▸ **Task goal**: In how many lines of the entries below does "thumb" appear? Give only the number.

▸ **Listed entries**:

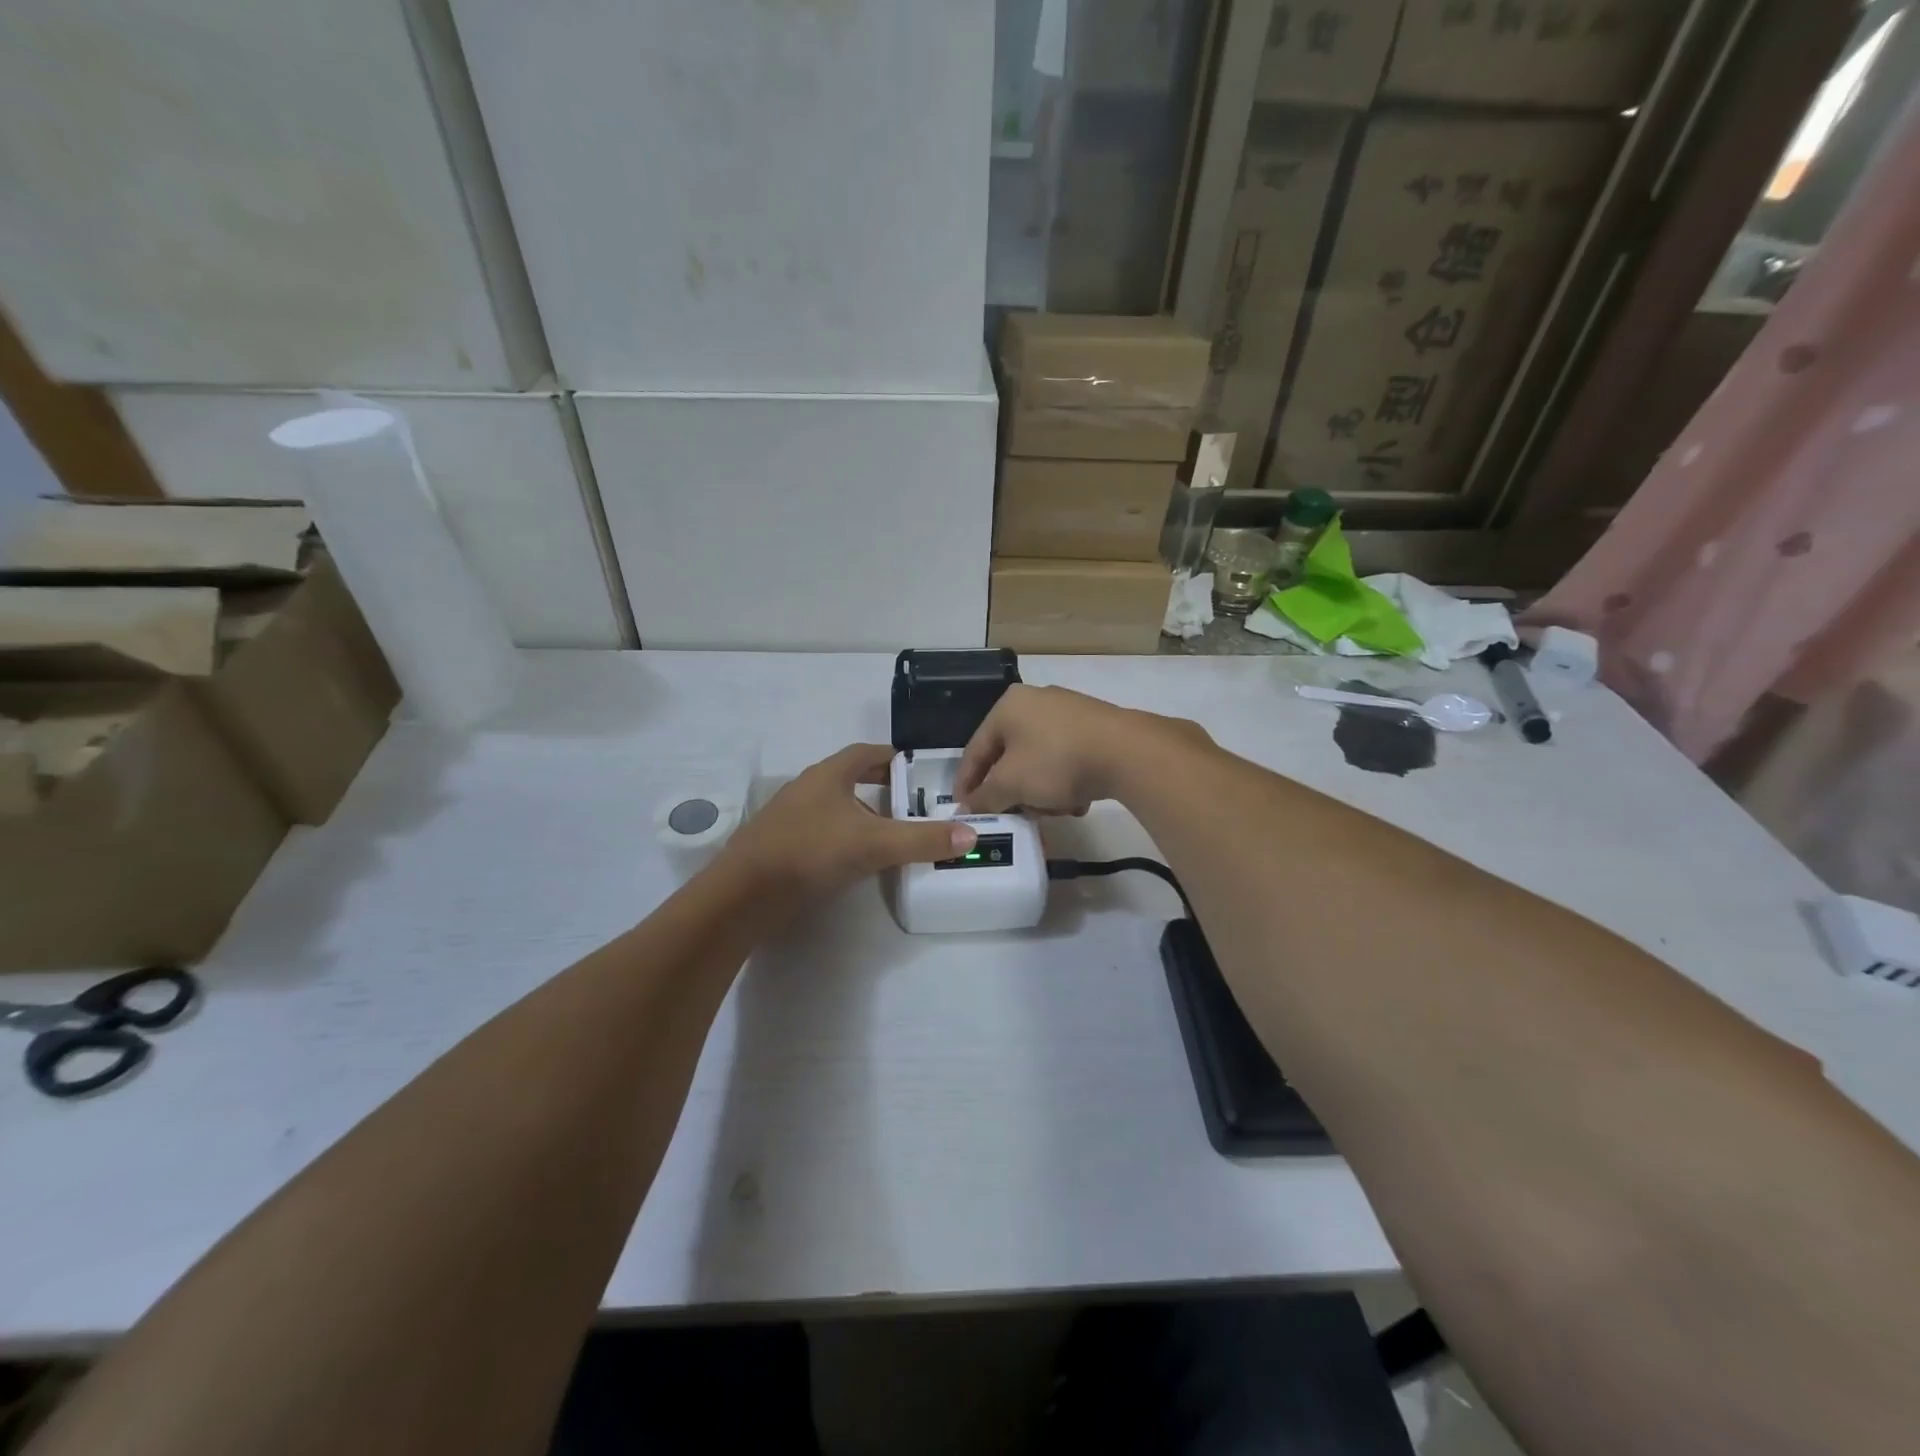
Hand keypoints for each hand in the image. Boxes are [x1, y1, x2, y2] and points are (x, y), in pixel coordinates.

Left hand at [721, 744, 976, 899]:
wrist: (744, 895)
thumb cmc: (810, 852)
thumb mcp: (874, 844)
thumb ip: (921, 839)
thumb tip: (970, 834)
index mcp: (828, 775)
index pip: (865, 753)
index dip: (892, 758)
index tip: (918, 770)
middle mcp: (807, 789)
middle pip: (849, 779)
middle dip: (880, 789)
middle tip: (912, 804)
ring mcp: (790, 818)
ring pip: (834, 807)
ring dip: (861, 815)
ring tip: (891, 834)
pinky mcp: (781, 846)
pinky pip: (821, 832)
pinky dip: (843, 838)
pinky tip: (856, 860)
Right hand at [956, 685, 1209, 815]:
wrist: (1127, 752)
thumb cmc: (1056, 762)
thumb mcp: (1011, 784)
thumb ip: (984, 797)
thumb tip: (968, 808)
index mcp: (1007, 706)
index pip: (975, 749)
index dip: (966, 784)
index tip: (964, 811)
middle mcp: (1035, 701)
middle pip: (1009, 756)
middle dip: (1011, 792)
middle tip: (1014, 815)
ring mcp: (1068, 713)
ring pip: (1039, 761)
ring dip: (1040, 792)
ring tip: (1053, 811)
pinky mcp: (1095, 728)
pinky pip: (1066, 758)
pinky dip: (1065, 782)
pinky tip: (1076, 801)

▸ **Task response**: 8